Памяти маленького Юрочки,Памяти моего единственного ребенка,Памяти бесчисленных детей,Павших жертвами интервенцииМирового капитала,И тем, кто не погиблиИ смогли стать теперьБодрыми пионерами прекрасной страны,Счастливыми детьми будущего,Посвящается эта книга[594].
* * *
В общественных дискуссиях и частных разговорах связь между сохранением семьи и неисполнением пророчества обсуждалась часто, но безрезультатно и мимоходом. В партийной литературе она находилась в центре сюжета.
Партийная литература оперировала «типами» и тянулась к мифу. Она выражала общее через частное и препарировала настоящее, апеллируя к вечному. Она поверяла революцию любовью.
Рассказ Аросева о старом дворецком, которого преследует дух Медного всадника, был опубликован в 1923 году издательством Воронского «Круг». В том же сборнике вышел рассказ «Разрушенный дом» – о девушке Маше, которая живет в провинциальном городке, но «ведет свой род от семьи рабочих Обуховского завода». Маше девятнадцать лет. «Стройная, небольшого роста, с румяными губами и высокой грудью», она живет с флегматичным латышом Карлом, но испытывает «особенное чувство» к «властному» чекисту Петру.
Маша служит в особом отделе, но не любит свою работу и хочет переехать в Москву. Карл «ничего не ищет» и довольствуется тем, «что в течение двух лет неизменно пребывал комиссаром разных полков». Они живут в «грязном номерке маленькой гостиницы», пропахшей «тухлятиной и запахом мышей». Однажды, когда Карла нет дома, Петр приходит к Маше и требует, чтобы она следовала за ним. Они долго идут по темному заснеженному городу и останавливаются перед развалинами большого особняка.
В нем раньше текла жизнь. Маленькая, глупенькая. Нисколько не забавная, а бессмысленная и жестокая. Как камень. И любовь здесь была дутой и чопорной, как бумажная роза.
…«Она», окончившая что-то с медалью, кутаясь в шаль, то грелась у камина, то тревожила клавиши пианино, исторгая безнадежные звуки плаксивого романса.
…«Он» был тут же. Курил папиросы, гладил ее руки, может быть, произносил стихи. И неизвестно, чего «он» хотел: приданого ли, заключенного в кованых сундуках, или ее самое, или и то и другое вместе, или ни того, ни другого, а просто все это проделывал по инерции сменяющихся поколений.

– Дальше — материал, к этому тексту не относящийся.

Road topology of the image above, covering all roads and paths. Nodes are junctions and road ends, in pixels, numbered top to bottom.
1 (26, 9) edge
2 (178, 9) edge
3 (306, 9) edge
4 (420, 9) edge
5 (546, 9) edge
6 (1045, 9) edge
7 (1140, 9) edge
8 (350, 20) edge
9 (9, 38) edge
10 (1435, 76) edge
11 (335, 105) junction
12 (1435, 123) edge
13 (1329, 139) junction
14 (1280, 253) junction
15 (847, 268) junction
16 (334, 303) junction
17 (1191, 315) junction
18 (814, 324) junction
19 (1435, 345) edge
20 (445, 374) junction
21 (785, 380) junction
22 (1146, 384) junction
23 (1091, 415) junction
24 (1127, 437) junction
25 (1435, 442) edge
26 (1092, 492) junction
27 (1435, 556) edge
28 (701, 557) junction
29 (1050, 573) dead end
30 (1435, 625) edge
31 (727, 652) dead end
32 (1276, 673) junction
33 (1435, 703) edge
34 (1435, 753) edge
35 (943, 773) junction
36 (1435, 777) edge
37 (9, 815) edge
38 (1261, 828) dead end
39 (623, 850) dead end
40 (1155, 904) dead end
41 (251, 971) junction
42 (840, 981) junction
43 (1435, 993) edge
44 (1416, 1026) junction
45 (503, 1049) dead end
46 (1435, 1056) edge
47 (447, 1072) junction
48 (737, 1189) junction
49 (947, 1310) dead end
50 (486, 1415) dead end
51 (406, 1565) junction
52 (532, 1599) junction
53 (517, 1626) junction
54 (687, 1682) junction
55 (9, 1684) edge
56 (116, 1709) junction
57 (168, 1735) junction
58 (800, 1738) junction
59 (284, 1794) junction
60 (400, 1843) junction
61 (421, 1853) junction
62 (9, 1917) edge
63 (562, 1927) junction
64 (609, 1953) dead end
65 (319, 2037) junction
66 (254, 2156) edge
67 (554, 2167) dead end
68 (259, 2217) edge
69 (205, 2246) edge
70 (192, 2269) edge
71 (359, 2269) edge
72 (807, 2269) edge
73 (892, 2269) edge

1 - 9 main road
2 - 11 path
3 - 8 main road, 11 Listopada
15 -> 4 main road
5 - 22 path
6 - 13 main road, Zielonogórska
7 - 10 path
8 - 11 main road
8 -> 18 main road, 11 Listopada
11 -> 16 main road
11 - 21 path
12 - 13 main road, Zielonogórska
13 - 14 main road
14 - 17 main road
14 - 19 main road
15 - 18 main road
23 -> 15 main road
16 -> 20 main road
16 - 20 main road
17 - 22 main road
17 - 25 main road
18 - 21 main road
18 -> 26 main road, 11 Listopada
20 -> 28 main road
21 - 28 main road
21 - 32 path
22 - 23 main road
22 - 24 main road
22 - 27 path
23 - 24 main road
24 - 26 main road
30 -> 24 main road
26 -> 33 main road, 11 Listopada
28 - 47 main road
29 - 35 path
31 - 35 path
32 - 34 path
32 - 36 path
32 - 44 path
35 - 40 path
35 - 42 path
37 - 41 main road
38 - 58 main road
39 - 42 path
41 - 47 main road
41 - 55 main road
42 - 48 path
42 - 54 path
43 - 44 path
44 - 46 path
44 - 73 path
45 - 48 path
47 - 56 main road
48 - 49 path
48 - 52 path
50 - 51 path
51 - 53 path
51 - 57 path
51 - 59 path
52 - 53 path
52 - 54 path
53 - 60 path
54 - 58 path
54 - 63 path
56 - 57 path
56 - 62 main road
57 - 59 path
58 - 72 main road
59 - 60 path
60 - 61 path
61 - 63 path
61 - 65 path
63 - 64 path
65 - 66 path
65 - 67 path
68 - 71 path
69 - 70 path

И много ненужных слез видели стены этого дома. Видели и впитали в себя. Кровное тепло человеческое передалось углам этого дома. Двери во всех комнатах выучились подражать вздохам людей. Диваны, как дремлющие верные псы, умели различать своих и чужих. И по-разному скрипели под мягкими задами людей. Зеркала имели своих любимчиков, которых отражали они прямо картинами. Кошечки фарфоровые, кошечки глиняные, кошечки нарисованные, кошечки живые – были здесь домашними пенатами, и на них-то обитатели дома совершенствовались в христианской любви к ближним.
Маша и Петр ощущают тепло ушедшей жизни и отдаются во власть «старого инстинкта, наследства диких предков». По пути назад Маша говорит Петру, что не знает его фамилии. Он отвечает, что так лучше. Она спрашивает почему. Он говорит, что «яблоко можно только один раз съесть». Она спрашивает, когда они увидятся снова. «Тогда, – отвечает он, – когда до конца создадим свое, новое… Понимаешь, такое, когда не надо будет бояться мужей». Она спрашивает, не будет ли это смертью, а не жизнью. Он отвечает, что это будет «лучше жизни», что это будет «Масленица»[595].
Партийная литература двадцатых годов вышла из «Разрушенного дома». Пролетарские Адам и Ева поступили на работу в ЧК и вкусили плод древа познания. Их наградой было грехопадение, изгнание, обещание Масленицы и проклятье труда в поте лица и мук деторождения, ибо прах они и в прах возвратятся.
Партийная литература двадцатых годов была литературой великого разочарования и неутолимого плача: хроникой постепенного осознания, что солнце не остановилось в зените, что «буржуев нет, а ветер дует по-прежнему» и что змей («слепой инстинкт, наследство диких предков») не приполз на брюхе, виляя хвостом.